**WHAT YOU SHOULD DO**
Before you finish, make sure every line below has been written out exactly.

(Items from a data source)

- Opening Delimiter -

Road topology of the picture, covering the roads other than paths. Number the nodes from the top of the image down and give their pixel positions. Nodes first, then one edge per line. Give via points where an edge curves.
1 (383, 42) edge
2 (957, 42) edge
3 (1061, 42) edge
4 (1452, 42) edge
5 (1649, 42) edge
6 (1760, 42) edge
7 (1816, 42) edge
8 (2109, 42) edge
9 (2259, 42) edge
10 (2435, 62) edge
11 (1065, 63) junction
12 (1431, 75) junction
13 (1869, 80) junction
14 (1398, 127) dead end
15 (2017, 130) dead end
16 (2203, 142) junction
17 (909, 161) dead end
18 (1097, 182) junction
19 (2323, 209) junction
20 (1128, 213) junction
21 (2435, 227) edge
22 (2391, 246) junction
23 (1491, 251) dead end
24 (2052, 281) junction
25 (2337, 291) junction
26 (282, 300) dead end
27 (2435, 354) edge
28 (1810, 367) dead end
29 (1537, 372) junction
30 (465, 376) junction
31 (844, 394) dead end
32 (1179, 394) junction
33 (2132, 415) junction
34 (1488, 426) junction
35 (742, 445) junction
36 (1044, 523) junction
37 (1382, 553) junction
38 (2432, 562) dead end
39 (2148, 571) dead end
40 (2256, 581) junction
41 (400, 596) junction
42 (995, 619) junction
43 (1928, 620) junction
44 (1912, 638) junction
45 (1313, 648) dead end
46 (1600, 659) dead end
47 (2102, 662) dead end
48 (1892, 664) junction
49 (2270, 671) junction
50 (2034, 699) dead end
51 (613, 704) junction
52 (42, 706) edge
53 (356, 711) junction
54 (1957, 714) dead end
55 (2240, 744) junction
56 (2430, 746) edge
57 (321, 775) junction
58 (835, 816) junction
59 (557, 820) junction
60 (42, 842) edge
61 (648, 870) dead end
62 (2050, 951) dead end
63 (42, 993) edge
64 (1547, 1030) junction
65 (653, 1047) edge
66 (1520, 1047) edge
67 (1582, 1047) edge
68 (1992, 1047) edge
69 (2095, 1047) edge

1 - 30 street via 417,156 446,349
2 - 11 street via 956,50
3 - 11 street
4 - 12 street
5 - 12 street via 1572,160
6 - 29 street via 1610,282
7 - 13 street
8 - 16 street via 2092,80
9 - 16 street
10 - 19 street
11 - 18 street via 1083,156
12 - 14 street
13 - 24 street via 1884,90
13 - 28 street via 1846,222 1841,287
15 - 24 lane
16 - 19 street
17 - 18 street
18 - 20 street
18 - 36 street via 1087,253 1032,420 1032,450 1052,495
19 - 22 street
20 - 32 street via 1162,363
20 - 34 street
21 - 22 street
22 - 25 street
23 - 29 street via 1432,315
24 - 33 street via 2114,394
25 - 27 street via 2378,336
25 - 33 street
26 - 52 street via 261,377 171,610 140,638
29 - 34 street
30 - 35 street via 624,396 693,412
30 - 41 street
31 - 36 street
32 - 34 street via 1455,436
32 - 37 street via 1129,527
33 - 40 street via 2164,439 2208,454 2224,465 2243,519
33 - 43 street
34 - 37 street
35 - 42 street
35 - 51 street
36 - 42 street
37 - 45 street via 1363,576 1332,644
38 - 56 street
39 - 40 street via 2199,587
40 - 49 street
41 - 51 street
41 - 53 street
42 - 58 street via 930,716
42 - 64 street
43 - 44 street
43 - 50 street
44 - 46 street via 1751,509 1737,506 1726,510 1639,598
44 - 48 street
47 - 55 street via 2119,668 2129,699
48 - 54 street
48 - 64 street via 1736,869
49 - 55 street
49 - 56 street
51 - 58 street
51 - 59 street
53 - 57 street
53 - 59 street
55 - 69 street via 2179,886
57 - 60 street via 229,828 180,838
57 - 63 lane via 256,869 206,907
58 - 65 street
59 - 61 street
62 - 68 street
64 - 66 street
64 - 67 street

- Closing Delimiter -

**EXERCISE ANSWER**
Road topology of the picture, covering the roads other than paths. Number the nodes from the top of the image down and give their pixel positions. Nodes first, then one edge per line. Give via points where an edge curves.
1 (383, 42) edge
2 (957, 42) edge
3 (1061, 42) edge
4 (1452, 42) edge
5 (1649, 42) edge
6 (1760, 42) edge
7 (1816, 42) edge
8 (2109, 42) edge
9 (2259, 42) edge
10 (2435, 62) edge
11 (1065, 63) junction
12 (1431, 75) junction
13 (1869, 80) junction
14 (1398, 127) dead end
15 (2017, 130) dead end
16 (2203, 142) junction
17 (909, 161) dead end
18 (1097, 182) junction
19 (2323, 209) junction
20 (1128, 213) junction
21 (2435, 227) edge
22 (2391, 246) junction
23 (1491, 251) dead end
24 (2052, 281) junction
25 (2337, 291) junction
26 (282, 300) dead end
27 (2435, 354) edge
28 (1810, 367) dead end
29 (1537, 372) junction
30 (465, 376) junction
31 (844, 394) dead end
32 (1179, 394) junction
33 (2132, 415) junction
34 (1488, 426) junction
35 (742, 445) junction
36 (1044, 523) junction
37 (1382, 553) junction
38 (2432, 562) dead end
39 (2148, 571) dead end
40 (2256, 581) junction
41 (400, 596) junction
42 (995, 619) junction
43 (1928, 620) junction
44 (1912, 638) junction
45 (1313, 648) dead end
46 (1600, 659) dead end
47 (2102, 662) dead end
48 (1892, 664) junction
49 (2270, 671) junction
50 (2034, 699) dead end
51 (613, 704) junction
52 (42, 706) edge
53 (356, 711) junction
54 (1957, 714) dead end
55 (2240, 744) junction
56 (2430, 746) edge
57 (321, 775) junction
58 (835, 816) junction
59 (557, 820) junction
60 (42, 842) edge
61 (648, 870) dead end
62 (2050, 951) dead end
63 (42, 993) edge
64 (1547, 1030) junction
65 (653, 1047) edge
66 (1520, 1047) edge
67 (1582, 1047) edge
68 (1992, 1047) edge
69 (2095, 1047) edge

1 - 30 street via 417,156 446,349
2 - 11 street via 956,50
3 - 11 street
4 - 12 street
5 - 12 street via 1572,160
6 - 29 street via 1610,282
7 - 13 street
8 - 16 street via 2092,80
9 - 16 street
10 - 19 street
11 - 18 street via 1083,156
12 - 14 street
13 - 24 street via 1884,90
13 - 28 street via 1846,222 1841,287
15 - 24 lane
16 - 19 street
17 - 18 street
18 - 20 street
18 - 36 street via 1087,253 1032,420 1032,450 1052,495
19 - 22 street
20 - 32 street via 1162,363
20 - 34 street
21 - 22 street
22 - 25 street
23 - 29 street via 1432,315
24 - 33 street via 2114,394
25 - 27 street via 2378,336
25 - 33 street
26 - 52 street via 261,377 171,610 140,638
29 - 34 street
30 - 35 street via 624,396 693,412
30 - 41 street
31 - 36 street
32 - 34 street via 1455,436
32 - 37 street via 1129,527
33 - 40 street via 2164,439 2208,454 2224,465 2243,519
33 - 43 street
34 - 37 street
35 - 42 street
35 - 51 street
36 - 42 street
37 - 45 street via 1363,576 1332,644
38 - 56 street
39 - 40 street via 2199,587
40 - 49 street
41 - 51 street
41 - 53 street
42 - 58 street via 930,716
42 - 64 street
43 - 44 street
43 - 50 street
44 - 46 street via 1751,509 1737,506 1726,510 1639,598
44 - 48 street
47 - 55 street via 2119,668 2129,699
48 - 54 street
48 - 64 street via 1736,869
49 - 55 street
49 - 56 street
51 - 58 street
51 - 59 street
53 - 57 street
53 - 59 street
55 - 69 street via 2179,886
57 - 60 street via 229,828 180,838
57 - 63 lane via 256,869 206,907
58 - 65 street
59 - 61 street
62 - 68 street
64 - 66 street
64 - 67 street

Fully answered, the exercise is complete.